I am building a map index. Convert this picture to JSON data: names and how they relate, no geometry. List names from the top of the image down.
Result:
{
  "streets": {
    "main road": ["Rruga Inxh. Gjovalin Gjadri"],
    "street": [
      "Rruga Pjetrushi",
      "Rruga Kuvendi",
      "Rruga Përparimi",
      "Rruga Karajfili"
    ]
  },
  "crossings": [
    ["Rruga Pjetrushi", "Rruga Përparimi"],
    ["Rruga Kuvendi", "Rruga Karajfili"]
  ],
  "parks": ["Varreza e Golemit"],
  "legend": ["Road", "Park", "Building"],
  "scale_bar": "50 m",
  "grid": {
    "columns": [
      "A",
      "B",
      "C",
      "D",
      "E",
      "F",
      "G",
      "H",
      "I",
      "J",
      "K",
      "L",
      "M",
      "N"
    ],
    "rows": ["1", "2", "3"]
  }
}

☆ ☆ ☆ ☆ ☆ ☆ ☆

→ **What is needed**: Every record must be repeated precisely and in full.

→ **Solution for this problem**:
I am building a map index. Convert this picture to JSON data: names and how they relate, no geometry. List names from the top of the image down.
Result:
{
  "streets": {
    "main road": ["Rruga Inxh. Gjovalin Gjadri"],
    "street": [
      "Rruga Pjetrushi",
      "Rruga Kuvendi",
      "Rruga Përparimi",
      "Rruga Karajfili"
    ]
  },
  "crossings": [
    ["Rruga Pjetrushi", "Rruga Përparimi"],
    ["Rruga Kuvendi", "Rruga Karajfili"]
  ],
  "parks": ["Varreza e Golemit"],
  "legend": ["Road", "Park", "Building"],
  "scale_bar": "50 m",
  "grid": {
    "columns": [
      "A",
      "B",
      "C",
      "D",
      "E",
      "F",
      "G",
      "H",
      "I",
      "J",
      "K",
      "L",
      "M",
      "N"
    ],
    "rows": ["1", "2", "3"]
  }
}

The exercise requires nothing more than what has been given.